Hi, I'm trying to compare the performance of 4 optimisation algorithms on over 30 fitness functions. Due to the nature of the algorithm variations I am interested both in best performer overall and pairwise comparisons between algorithms. The data collected is minimum error at termination, which is either zero, or the best value after a number of iterations. Plotting histograms of various fitness functions for a particular optimisation algorithm shows quite a few different patterns so, along with values only being positive I am treating as non-normal.

If I do a Mann-Whitney U I can get the p value between two algorithms on one fitness function. How can this be extended to look at all the fitness functions? Mann-Whitney U for each, then Bonferroni-Holm, slect the remaining significant results (5% level?) and then count the number of 'wins' for each of the two algorithms? Is there a procedure that can take into account all the functions at once?

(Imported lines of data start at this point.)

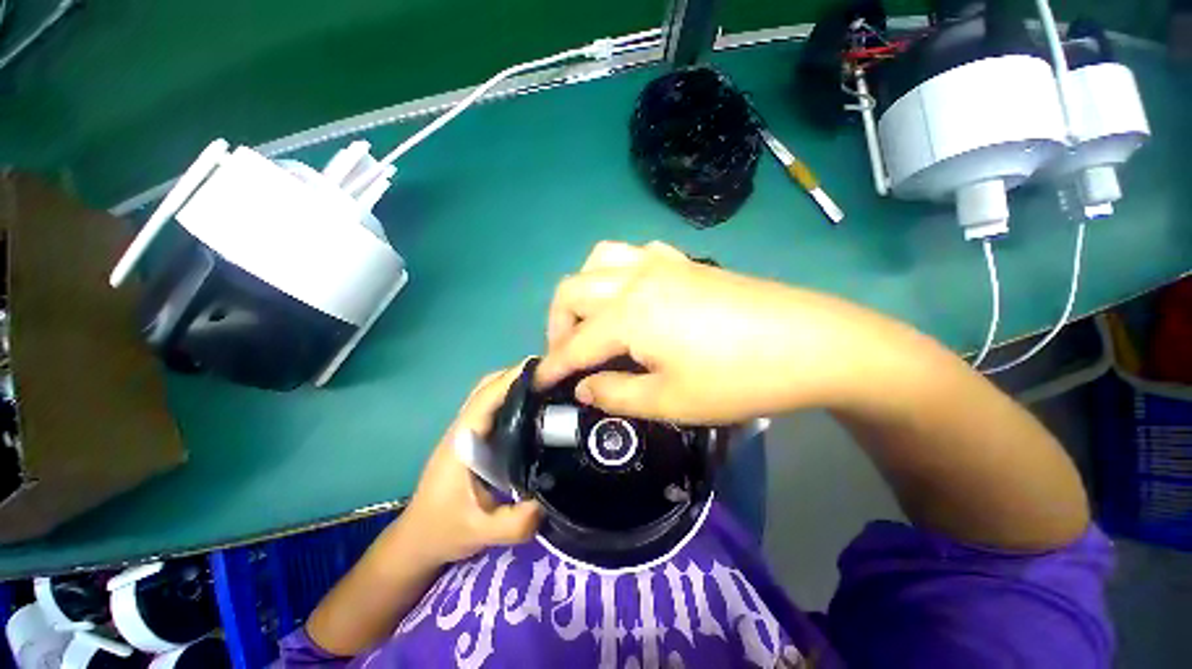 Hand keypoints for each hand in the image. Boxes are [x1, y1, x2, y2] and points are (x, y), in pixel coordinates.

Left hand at [395, 365, 541, 567]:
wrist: (417, 540)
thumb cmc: (443, 531)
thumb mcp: (479, 532)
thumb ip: (513, 524)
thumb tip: (548, 502)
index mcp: (462, 440)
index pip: (487, 397)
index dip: (513, 378)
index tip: (545, 368)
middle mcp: (462, 428)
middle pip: (487, 387)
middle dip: (518, 375)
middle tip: (552, 378)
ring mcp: (465, 431)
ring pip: (489, 394)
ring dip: (514, 384)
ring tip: (546, 388)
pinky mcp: (471, 437)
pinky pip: (492, 407)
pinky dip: (510, 397)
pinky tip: (532, 408)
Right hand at [536, 241, 897, 423]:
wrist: (811, 344)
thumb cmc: (738, 379)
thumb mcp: (670, 401)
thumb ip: (616, 395)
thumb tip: (583, 388)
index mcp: (629, 315)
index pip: (574, 344)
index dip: (552, 366)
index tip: (537, 384)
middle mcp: (636, 279)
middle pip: (573, 290)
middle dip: (558, 324)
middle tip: (568, 355)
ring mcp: (662, 263)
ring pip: (599, 260)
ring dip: (583, 290)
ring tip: (592, 318)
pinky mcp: (685, 261)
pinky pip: (634, 252)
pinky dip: (616, 271)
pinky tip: (630, 292) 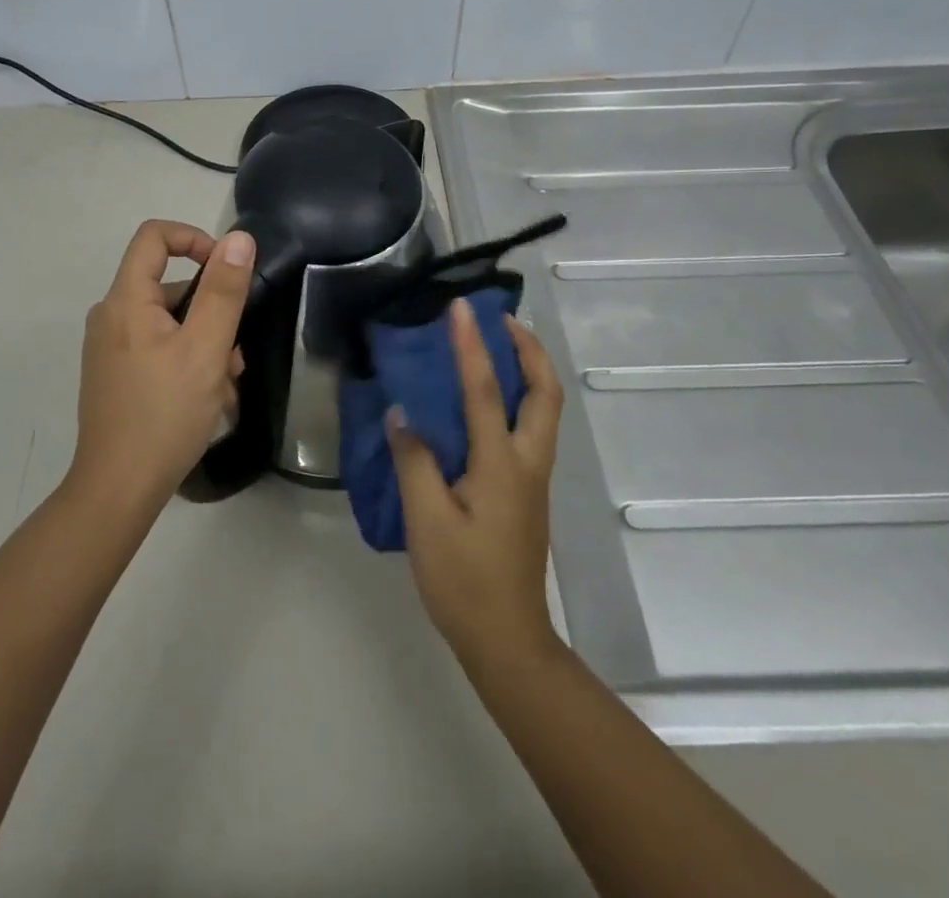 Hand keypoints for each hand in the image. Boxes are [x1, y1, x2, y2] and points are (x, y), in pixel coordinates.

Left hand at [68, 219, 254, 513]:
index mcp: (125, 300)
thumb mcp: (205, 349)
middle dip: (210, 313)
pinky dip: (186, 362)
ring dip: (204, 345)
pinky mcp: (114, 375)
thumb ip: (223, 291)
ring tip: (226, 388)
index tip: (226, 269)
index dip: (194, 238)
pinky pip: (156, 349)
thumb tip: (238, 238)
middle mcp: (110, 316)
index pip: (154, 237)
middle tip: (235, 357)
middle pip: (168, 286)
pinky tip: (207, 401)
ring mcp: (109, 348)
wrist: (117, 490)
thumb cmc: (165, 414)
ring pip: (168, 324)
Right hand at [386, 299, 564, 670]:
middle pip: (546, 392)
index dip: (471, 345)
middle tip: (501, 320)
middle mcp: (527, 463)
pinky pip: (529, 428)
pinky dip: (516, 398)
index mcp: (501, 465)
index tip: (461, 308)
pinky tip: (484, 402)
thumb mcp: (426, 521)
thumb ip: (414, 461)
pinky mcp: (526, 492)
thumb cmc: (464, 581)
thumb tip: (402, 414)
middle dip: (529, 349)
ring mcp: (532, 478)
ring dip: (527, 370)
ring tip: (496, 347)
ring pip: (543, 410)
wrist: (507, 640)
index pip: (485, 391) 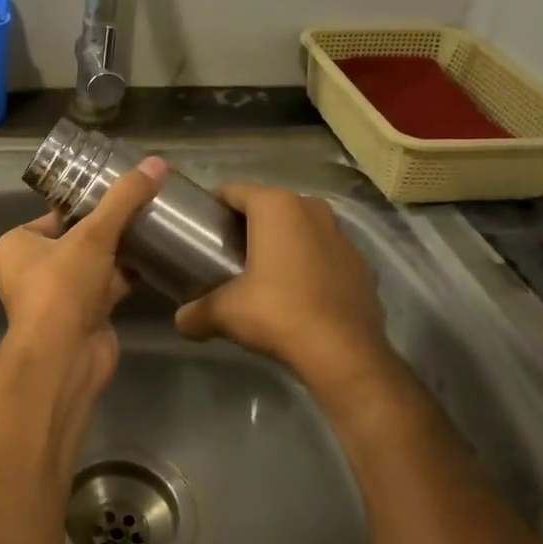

If I do a Kruskal-Wallis I can get the p value of same distribution across all algorithms for a particular fitness function, and I see SPSS (one option of software I have access to) will then give adjusted pairwise tests (Dunn's test?). Is there any way/value of extending this to look at all the fitness functions in one go? Or should I do the above with 6 pairwise comparisons across the whole set?

I must admit my stats, although from a maths degree, is a bit rusty and we didn't cover this exactly. As this is for a journal publication I want to get it right, plus I just want to get it right anyway and know what's going on.

On a side note - I'm really struggling to get the test results out of SPSS (need to use OMS?) to do further manipulation/reformat. Is it worth me switching to something like R?

Thanks for any help you can give,

Joe